INPUT RECORDS START

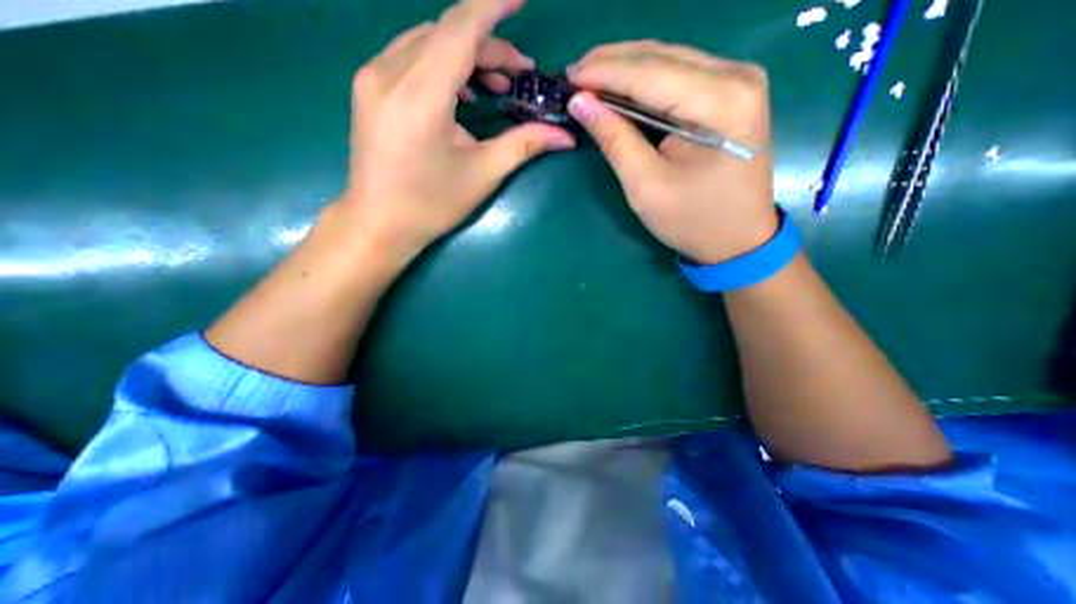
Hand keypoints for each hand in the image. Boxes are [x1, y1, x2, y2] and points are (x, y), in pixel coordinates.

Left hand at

INPUT RECORDS END
INPUT RECORDS START

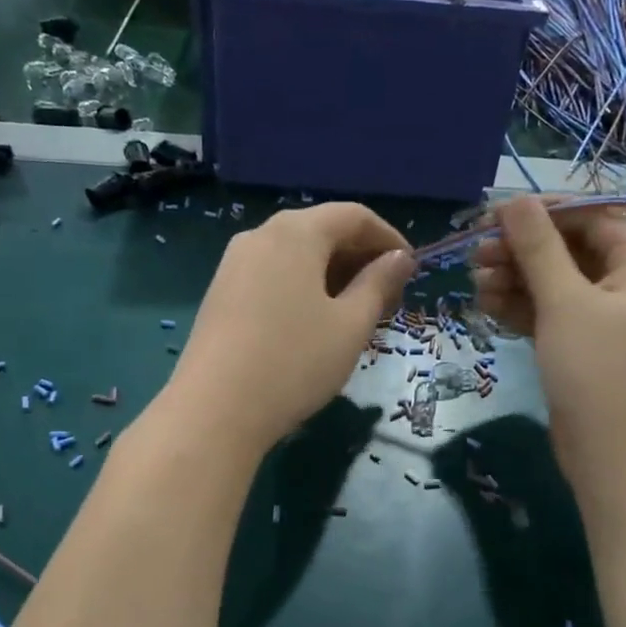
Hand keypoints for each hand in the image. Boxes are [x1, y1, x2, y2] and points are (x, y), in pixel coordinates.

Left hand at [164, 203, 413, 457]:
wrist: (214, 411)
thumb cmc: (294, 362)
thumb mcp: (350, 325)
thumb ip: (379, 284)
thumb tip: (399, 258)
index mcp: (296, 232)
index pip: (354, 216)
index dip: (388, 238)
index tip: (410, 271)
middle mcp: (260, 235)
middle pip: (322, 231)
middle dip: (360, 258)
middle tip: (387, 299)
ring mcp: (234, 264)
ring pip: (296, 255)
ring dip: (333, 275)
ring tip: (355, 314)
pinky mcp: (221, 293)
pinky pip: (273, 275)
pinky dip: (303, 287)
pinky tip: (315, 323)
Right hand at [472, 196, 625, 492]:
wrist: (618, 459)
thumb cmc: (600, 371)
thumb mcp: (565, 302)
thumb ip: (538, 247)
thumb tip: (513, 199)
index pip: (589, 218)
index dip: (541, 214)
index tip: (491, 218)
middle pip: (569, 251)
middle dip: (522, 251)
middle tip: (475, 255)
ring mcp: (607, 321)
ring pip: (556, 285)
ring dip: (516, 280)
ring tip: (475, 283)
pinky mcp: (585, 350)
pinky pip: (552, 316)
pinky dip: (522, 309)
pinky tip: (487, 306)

INPUT RECORDS END
INPUT RECORDS START

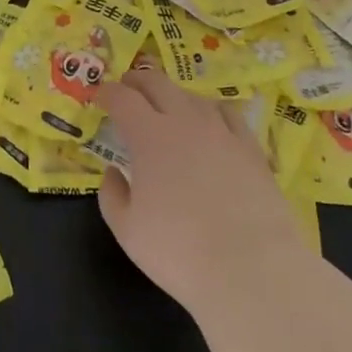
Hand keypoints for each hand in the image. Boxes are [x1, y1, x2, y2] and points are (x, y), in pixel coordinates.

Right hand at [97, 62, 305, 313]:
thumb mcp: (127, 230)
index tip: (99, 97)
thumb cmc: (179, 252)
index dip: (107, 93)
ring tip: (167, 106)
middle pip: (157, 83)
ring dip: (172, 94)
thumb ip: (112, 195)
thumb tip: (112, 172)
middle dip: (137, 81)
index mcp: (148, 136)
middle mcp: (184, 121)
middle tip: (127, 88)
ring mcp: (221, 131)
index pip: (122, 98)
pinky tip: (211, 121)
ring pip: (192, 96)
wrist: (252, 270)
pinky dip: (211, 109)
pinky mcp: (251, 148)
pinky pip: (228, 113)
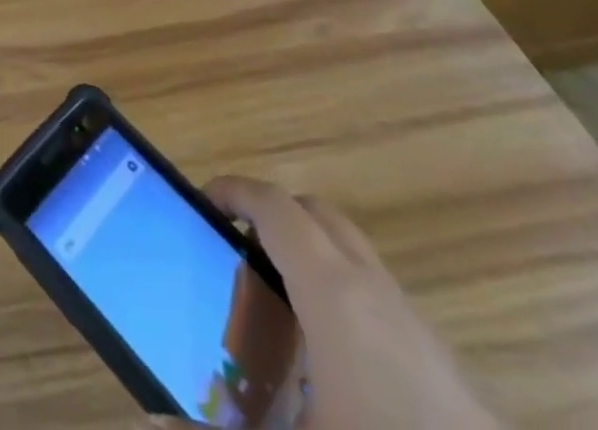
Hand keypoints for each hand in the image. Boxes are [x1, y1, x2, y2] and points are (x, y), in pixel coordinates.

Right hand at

INPUT RECORDS END

* EXERCISE *
Every line above that holds the string "middle" should be returned.

* YOUR SOLUTION *
middle mcp: (260, 235)
middle pip: (322, 231)
middle dip: (360, 258)
middle tip: (387, 299)
middle pip: (569, 251)
middle dip: (522, 251)
middle tip: (475, 255)
middle pip: (157, 83)
middle dip: (137, 81)
middle mcp: (184, 121)
middle tip: (127, 88)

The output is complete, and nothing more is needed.